Por: Alberto Donadio

El libro del año

En 2012 fue muy sencillo escoger el libro del año por unanimidad espontánea de los lectores.

Memoria por correspondencia, las cartas de la pintora Emma Reyes sobre los horrores de su encierro como niña abandonada en un convento de monjas, publicadas por Laguna Libros, es, como dijo Jorge Orlando Melo, una obra maestra.

Así la siguen consagrando quienes se acercan al libro. Daniel Samper Pizano señaló que al lado del libro de Emma Reyes, Dickens parecía Walt Disney. Este año es también elemental seleccionar como libro del año el relato de Alexandra Samper sobre el secuestro de Guillermo Cortés. Sólo que es un libro que acaba de aparecer entre las tapas del número de julio de la revista El Malpensante, dedicado íntegramente a esta historia.

No se puede leer por internet, hay que comprar el número 143 de la revista en librerías. Pero el esfuerzo de apartarse del computador para leer en papel vale la pena.

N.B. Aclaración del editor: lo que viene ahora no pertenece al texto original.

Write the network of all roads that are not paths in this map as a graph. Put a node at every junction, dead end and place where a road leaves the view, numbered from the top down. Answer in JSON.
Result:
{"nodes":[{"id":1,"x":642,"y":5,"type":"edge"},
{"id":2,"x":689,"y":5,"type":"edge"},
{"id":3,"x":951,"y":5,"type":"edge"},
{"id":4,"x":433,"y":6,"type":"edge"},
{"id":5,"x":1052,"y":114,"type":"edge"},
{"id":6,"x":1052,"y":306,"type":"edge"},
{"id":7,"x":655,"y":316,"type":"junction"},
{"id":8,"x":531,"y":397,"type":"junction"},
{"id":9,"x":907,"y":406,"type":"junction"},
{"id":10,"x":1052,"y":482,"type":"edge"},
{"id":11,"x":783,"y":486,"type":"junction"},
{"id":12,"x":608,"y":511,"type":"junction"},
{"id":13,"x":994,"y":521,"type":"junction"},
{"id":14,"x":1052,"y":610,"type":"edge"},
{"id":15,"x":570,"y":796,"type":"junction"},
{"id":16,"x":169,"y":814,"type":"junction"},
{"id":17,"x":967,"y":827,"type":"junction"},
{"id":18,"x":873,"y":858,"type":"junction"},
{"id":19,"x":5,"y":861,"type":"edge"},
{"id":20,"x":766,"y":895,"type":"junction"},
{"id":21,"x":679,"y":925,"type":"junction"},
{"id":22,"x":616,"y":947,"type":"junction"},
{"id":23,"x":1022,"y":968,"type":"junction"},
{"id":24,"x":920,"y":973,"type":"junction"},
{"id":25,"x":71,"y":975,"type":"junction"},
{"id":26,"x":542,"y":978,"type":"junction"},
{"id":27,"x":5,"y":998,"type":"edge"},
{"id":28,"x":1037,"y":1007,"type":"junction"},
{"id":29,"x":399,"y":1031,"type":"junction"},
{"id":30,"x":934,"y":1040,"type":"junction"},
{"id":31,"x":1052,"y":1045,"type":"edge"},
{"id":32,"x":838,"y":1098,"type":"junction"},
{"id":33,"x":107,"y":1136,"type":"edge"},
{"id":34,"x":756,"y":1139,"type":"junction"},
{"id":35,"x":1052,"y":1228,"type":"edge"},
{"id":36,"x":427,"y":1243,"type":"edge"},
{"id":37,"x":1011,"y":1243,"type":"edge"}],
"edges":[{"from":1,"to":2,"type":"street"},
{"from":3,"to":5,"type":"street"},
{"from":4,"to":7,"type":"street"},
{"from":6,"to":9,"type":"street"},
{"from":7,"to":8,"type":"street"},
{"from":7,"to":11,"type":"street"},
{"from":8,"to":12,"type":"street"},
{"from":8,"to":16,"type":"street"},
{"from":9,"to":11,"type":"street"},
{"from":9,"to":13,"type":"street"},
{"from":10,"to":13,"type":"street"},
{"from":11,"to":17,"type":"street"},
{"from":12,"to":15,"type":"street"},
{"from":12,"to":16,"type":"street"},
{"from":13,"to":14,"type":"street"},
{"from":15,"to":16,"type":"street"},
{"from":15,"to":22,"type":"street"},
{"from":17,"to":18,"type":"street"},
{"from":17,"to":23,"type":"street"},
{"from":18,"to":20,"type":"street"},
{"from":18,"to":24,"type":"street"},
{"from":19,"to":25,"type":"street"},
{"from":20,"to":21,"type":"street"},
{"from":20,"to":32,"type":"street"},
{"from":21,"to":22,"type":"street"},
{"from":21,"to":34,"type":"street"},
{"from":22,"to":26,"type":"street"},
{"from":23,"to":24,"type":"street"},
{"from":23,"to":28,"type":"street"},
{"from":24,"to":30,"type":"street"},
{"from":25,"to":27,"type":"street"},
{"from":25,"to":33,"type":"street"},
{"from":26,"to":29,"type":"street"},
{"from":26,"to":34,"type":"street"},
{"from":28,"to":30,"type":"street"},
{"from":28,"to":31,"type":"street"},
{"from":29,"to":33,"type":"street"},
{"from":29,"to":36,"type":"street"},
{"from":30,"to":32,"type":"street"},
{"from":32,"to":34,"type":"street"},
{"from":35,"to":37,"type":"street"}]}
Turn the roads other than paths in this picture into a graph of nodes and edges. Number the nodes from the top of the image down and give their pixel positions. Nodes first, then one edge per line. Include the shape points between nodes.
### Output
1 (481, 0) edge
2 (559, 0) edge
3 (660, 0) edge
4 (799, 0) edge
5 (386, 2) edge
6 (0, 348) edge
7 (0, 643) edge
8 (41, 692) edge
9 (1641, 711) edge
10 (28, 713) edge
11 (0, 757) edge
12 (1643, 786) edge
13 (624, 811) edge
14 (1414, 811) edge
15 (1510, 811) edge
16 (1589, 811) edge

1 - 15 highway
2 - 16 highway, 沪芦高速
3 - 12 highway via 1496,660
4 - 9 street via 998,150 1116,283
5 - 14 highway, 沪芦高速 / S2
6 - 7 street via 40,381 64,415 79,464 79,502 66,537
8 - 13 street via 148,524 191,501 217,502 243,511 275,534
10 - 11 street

La Chiva Cortés fue secuestrado en enero de 2000 cuando tenía 74 años, en la finca que, en compañía de sus amigos santafereños Daniel Samper Pizano y Pacheco, tenía en Choachí (Cundinamarca), y rescatado por el Ejército en agosto de ese año, después de extenuantes caminatas por páramos y desfiladeros, incontables cambios de campamentos y todas las humillaciones imaginables.

Hay que agradecerle a Alexandra Samper que haya tenido la previsión de grabar a La Chiva después de la liberación y de organizar la transcripción y presentarla hoy como un testimonio estremecedor. Guillermo Cortés fue un empresario del fútbol y de la televisión, proverbial y justificadamente cascarrabias, directo al hablar, de justo criterio, enemigo de la palabrería vacua.

Por eso las infamias que vivió se leen como doblemente descarnadas, porque son crueles en sí mismas y porque las cuenta un hombre de negocios que no se va por las ramas. Lo que publica Alexandra Samper es un catálogo de sevicias. La Chiva Cortés no quiso que se divulgara en vida.

Por eso aparece ahora a poco de su muerte, acaecida en abril. La Chiva invocó un antecedente papal para guardar silencio. Los castrati que cantaban en los coros no podían renunciar sin permiso del papa. Uno que quiso casarse y tener hijos porque la castración no fue exitosa, solicitó la dispensa al papa. Éste la negó con una nota al margen de la petición: “Que lo capen bien”.

La Chiva conoció de cerca a sus verdugos y no quería correr el riesgo de otro secuestro por venganza. El relato de Alexandra Samper merece pasar pronto a libro.